Medical radiographer transitions from reader to writer
Already a voracious reader, Brenda Owens found extra reading time on her hands in 2009 when she was home recovering from blood clots.
“The books that I read were not that exciting,” she said. “I’m not an English major, but I thought, ‘I can do better than this.’”
The result is her first book, Half a Woman, a novel about breast cancer survivors. “You write about what you know,” said Owens, a medical radiographer specialist at UI Health with three decades of experience. “I’m passionate about breast cancer.”
She started by coming up with some characters, “what I wanted each to have, and made a story behind them.”
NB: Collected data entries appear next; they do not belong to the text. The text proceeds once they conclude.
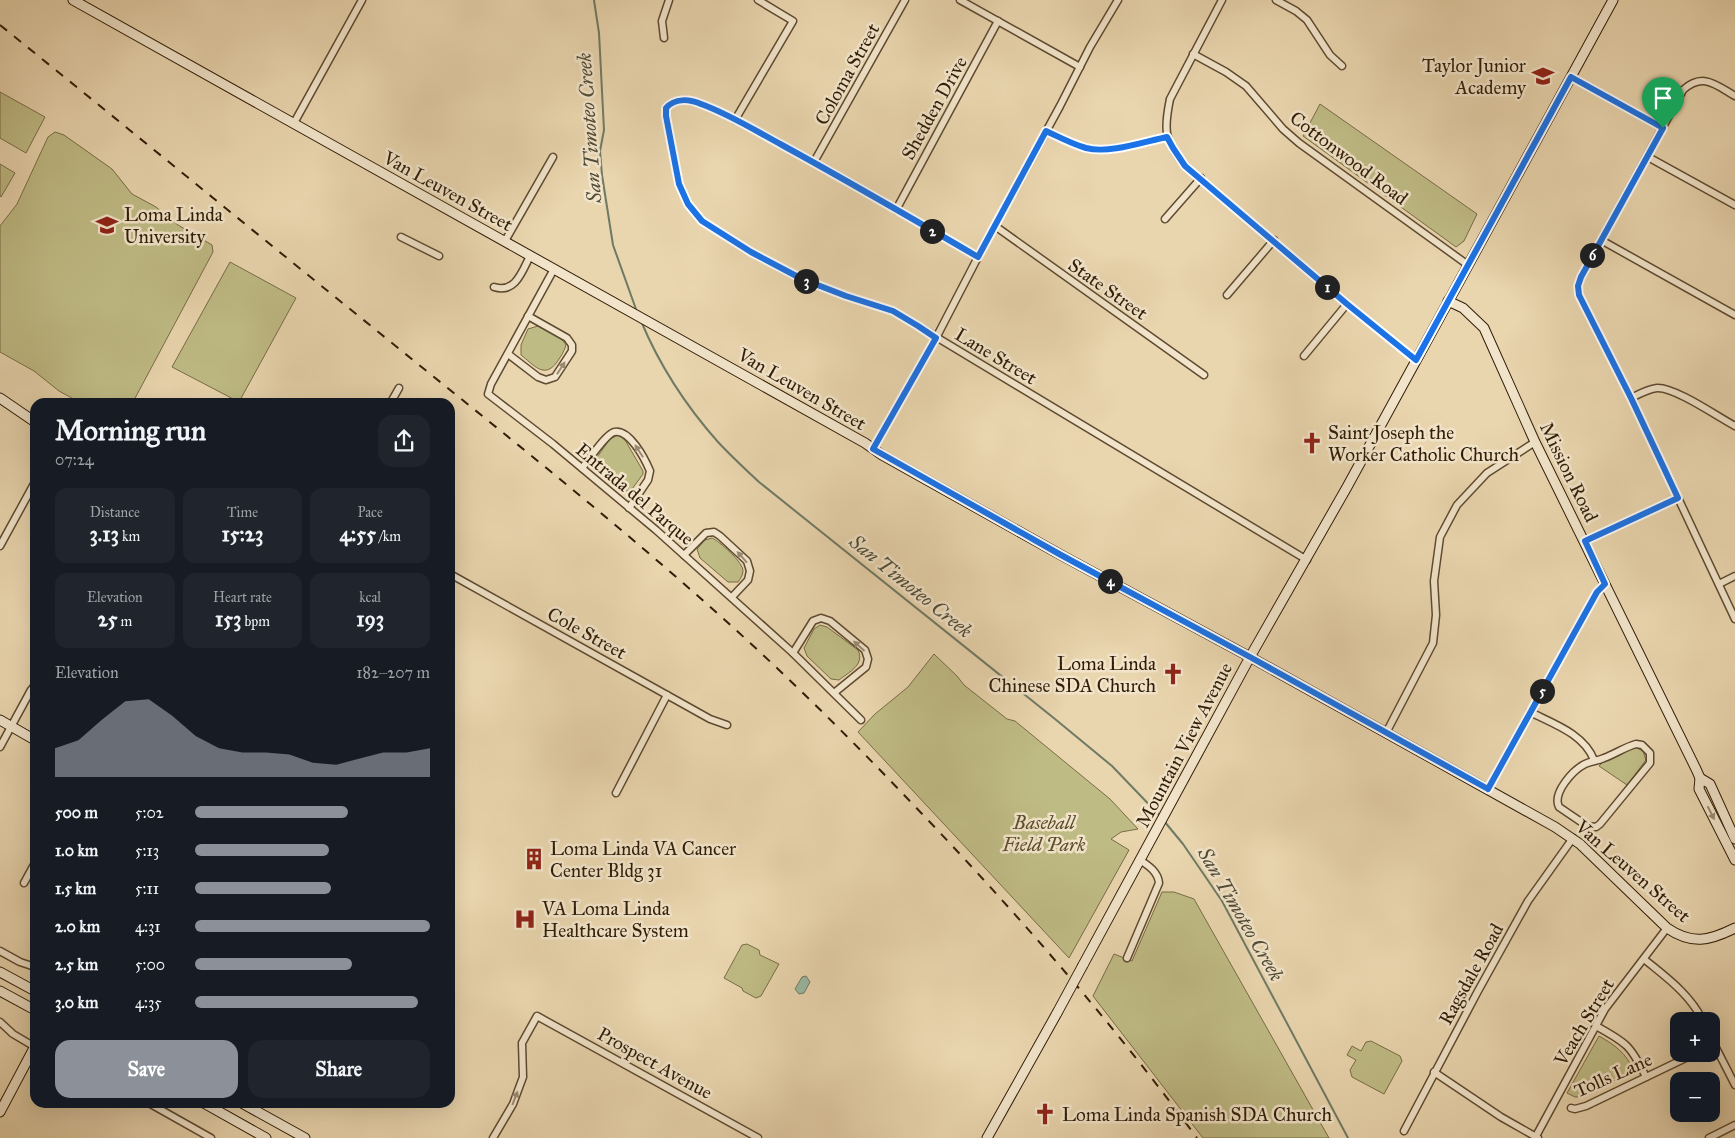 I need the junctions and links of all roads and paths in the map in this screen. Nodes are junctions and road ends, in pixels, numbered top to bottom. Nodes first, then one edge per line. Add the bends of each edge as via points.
1 (73, 0) edge
2 (362, 0) edge
3 (669, 0) edge
4 (758, 0) edge
5 (905, 0) edge
6 (960, 0) edge
7 (1118, 0) edge
8 (1222, 0) edge
9 (1276, 0) edge
10 (1613, 0) edge
11 (998, 21) junction
12 (664, 38) dead end
13 (1193, 54) junction
14 (1342, 66) dead end
15 (1080, 67) junction
16 (1571, 77) junction
17 (1735, 96) edge
18 (735, 120) junction
19 (294, 123) junction
20 (1663, 128) junction
21 (1046, 131) junction
22 (1167, 137) junction
23 (553, 157) dead end
24 (1648, 157) junction
25 (814, 162) junction
26 (1201, 178) junction
27 (1735, 205) edge
28 (896, 210) junction
29 (1166, 219) dead end
30 (995, 226) junction
31 (401, 236) dead end
32 (1274, 240) junction
33 (1601, 240) junction
34 (505, 241) junction
35 (439, 256) dead end
36 (530, 256) junction
37 (978, 257) junction
38 (1468, 265) junction
39 (554, 269) junction
40 (494, 287) dead end
41 (1227, 294) dead end
42 (1448, 301) junction
43 (1347, 304) junction
44 (1735, 315) edge
45 (528, 316) junction
46 (936, 338) junction
47 (508, 354) junction
48 (1304, 356) dead end
49 (1416, 360) junction
50 (1204, 375) dead end
51 (399, 388) dead end
52 (0, 398) edge
53 (393, 398) edge
54 (1631, 398) junction
55 (30, 419) edge
56 (1735, 426) edge
57 (1535, 442) junction
58 (873, 449) junction
59 (582, 468) junction
60 (30, 491) edge
61 (1678, 498) junction
62 (629, 508) junction
63 (1585, 541) junction
64 (0, 546) edge
65 (684, 555) junction
66 (1307, 560) junction
67 (1735, 576) edge
68 (455, 577) edge
69 (1605, 584) junction
70 (1719, 584) junction
71 (732, 597) junction
72 (1735, 619) edge
73 (793, 652) junction
74 (1250, 657) junction
75 (30, 692) edge
76 (834, 693) junction
77 (667, 695) junction
78 (1530, 712) junction
79 (0, 720) edge
80 (861, 720) dead end
81 (727, 725) dead end
82 (11, 727) junction
83 (1386, 733) junction
84 (30, 737) edge
85 (0, 747) edge
86 (1594, 760) junction
87 (1700, 778) junction
88 (1488, 789) junction
89 (616, 793) dead end
90 (1573, 838) junction
91 (1735, 839) edge
92 (1140, 860) junction
93 (1735, 860) edge
94 (30, 873) edge
95 (24, 884) dead end
96 (1667, 928) junction
97 (1735, 928) edge
98 (0, 951) edge
99 (1127, 958) dead end
100 (1644, 959) junction
101 (30, 965) edge
102 (0, 972) edge
103 (30, 987) edge
104 (0, 991) edge
105 (30, 1007) edge
106 (1698, 1012) edge
107 (0, 1022) edge
108 (1596, 1026) junction
109 (30, 1044) edge
110 (30, 1056) edge
111 (1720, 1058) edge
112 (1677, 1062) edge
113 (1434, 1072) junction
114 (1646, 1077) junction
115 (1735, 1085) edge
116 (158, 1108) edge
117 (213, 1108) edge
118 (251, 1108) edge
119 (1571, 1108) dead end
120 (0, 1112) edge
121 (1735, 1125) edge
122 (1404, 1131) dead end
123 (211, 1138) edge
124 (266, 1138) edge
125 (305, 1138) edge
126 (493, 1138) edge
127 (758, 1138) edge
128 (987, 1138) edge
129 (1536, 1138) edge
130 (1709, 1138) edge

1 - 19 street, Van Leuven Street
2 - 19 street
3 - 12 street via 662,21
4 - 18 street via 793,20
5 - 25 street, Coloma Street
6 - 11 street
7 - 15 street
8 - 13 street
9 - 14 street via 1307,20 1330,55
10 - 16 street, Mountain View Avenue
11 - 15 street
11 - 28 street, Shedden Drive
13 - 22 street via 1170,99
13 - 38 street, Cottonwood Road via 1246,86 1283,130 1299,143
15 - 21 street
16 - 20 street
16 - 38 street, Mountain View Avenue
17 - 20 street via 1702,80 1689,85
18 - 25 street
18 - 46 street, Lane Street via 700,103 676,100 666,108 679,184 688,204 702,221 802,279 893,311
19 - 34 street, Van Leuven Street
20 - 24 street
21 - 22 street via 1087,148 1105,150
21 - 30 street
22 - 26 street via 1185,166
23 - 34 street
24 - 27 street
24 - 33 street
25 - 28 street
26 - 29 street
26 - 32 street
28 - 37 street
30 - 37 street
30 - 50 street, State Street
31 - 35 street
32 - 41 street
32 - 43 street
33 - 44 street
33 - 54 street via 1581,277 1578,291
34 - 36 street, Van Leuven Street
36 - 39 street, Van Leuven Street
36 - 40 street via 510,287
37 - 46 street
38 - 42 street, Mountain View Avenue
39 - 45 street, Entrada del Parque
39 - 58 street, Van Leuven Street
42 - 49 street, Mountain View Avenue
42 - 57 street, Mission Road via 1463,308 1484,328
43 - 48 street
43 - 49 street
45 - 47 street, Entrada del Parque
47 -> 45 street via 546,380 555,377 572,351 567,338
46 - 58 street
46 - 66 street, Lane Street
47 - 59 street, Entrada del Parque via 488,394
49 - 66 street, Mountain View Avenue
51 - 53 street
52 - 55 street
54 - 56 street via 1656,388 1668,390
54 - 61 street
57 - 63 street, Mission Road
57 - 83 street via 1487,473 1457,506 1440,537 1434,581 1436,615 1433,643
58 - 74 street, Van Leuven Street
59 - 62 street, Entrada del Parque
62 -> 59 street via 648,480 650,471 628,435 613,432
60 - 64 street
61 - 63 street
61 - 70 street
62 - 65 street, Entrada del Parque
63 - 69 street, Mission Road
65 - 71 street, Entrada del Parque
71 -> 65 street via 748,580 750,570 747,561 720,536 714,532 706,533
66 - 74 street, Mountain View Avenue
67 - 70 street
68 - 77 street, Cole Street
69 - 78 street via 1597,592
69 - 87 street, Mission Road
70 - 72 street
71 - 73 street, Entrada del Parque
73 - 76 street, Entrada del Parque
76 -> 73 street via 866,667 865,650 830,621 821,618 814,621
74 - 83 street, Van Leuven Street
74 - 92 street, Mountain View Avenue
75 - 82 street
76 - 80 street, Entrada del Parque
77 - 81 street, Cole Street
77 - 89 street
78 - 86 street via 1576,737
78 - 88 street
79 - 82 street
82 - 84 street
82 - 85 street
83 - 88 street, Van Leuven Street
86 - 86 street via 1570,776 1557,804 1563,811 1592,827 1600,824 1613,810 1645,771 1651,757 1646,748 1636,744
87 - 91 street, Mission Road via 1710,784
87 -> 93 street, Mission Road via 1699,789
88 - 90 street, Van Leuven Street
90 - 96 street, Van Leuven Street
90 - 113 street, Ragsdale Road via 1528,901
92 - 99 street via 1158,876 1159,883
92 - 128 street, Mountain View Avenue, bridge
94 - 95 street
96 - 97 street, Van Leuven Street via 1688,938 1702,940
96 - 100 street, Veach Street
98 - 101 street
100 - 106 street via 1686,994
100 - 108 street, Veach Street via 1605,1009
102 - 103 street
104 - 105 street
107 - 109 street via 12,1034
108 - 114 street via 1629,1046
108 - 129 street, Veach Street
110 - 120 street
111 - 115 street
112 - 114 street, Tolls Lane
113 - 122 street, Ragsdale Road
113 - 129 street
114 - 119 street, Tolls Lane via 1586,1106
116 - 123 street
117 - 124 street
118 - 125 street
121 - 130 street
126 -> 127 street, Prospect Avenue via 513,1104 523,1077 522,1043 537,1016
Her writing schedule was six hours each on Saturday and Sunday, plus two weekday stretches of two hours. “Sometimes I would start getting a flow and couldn’t stop till midnight,” Owens said. “I had 400 pages before I knew it.”
Recently her daughter, Victoria, 27, graduated from the Charlotte (North Carolina) School of Law, and 17 family members attended the ceremony. “On the way home I turned to my husband and said, ‘My book is published,’” she said. “To me [the graduation] was a bigger accomplishment.”
Readers have said their favorite character in Half a Woman is 24-year-old Maria, a single parent without health insurance who is just starting to date again. “Because she is only 24, most people have the perception that she would have no breast problem,” Owens said. “But the lump is getting bigger.”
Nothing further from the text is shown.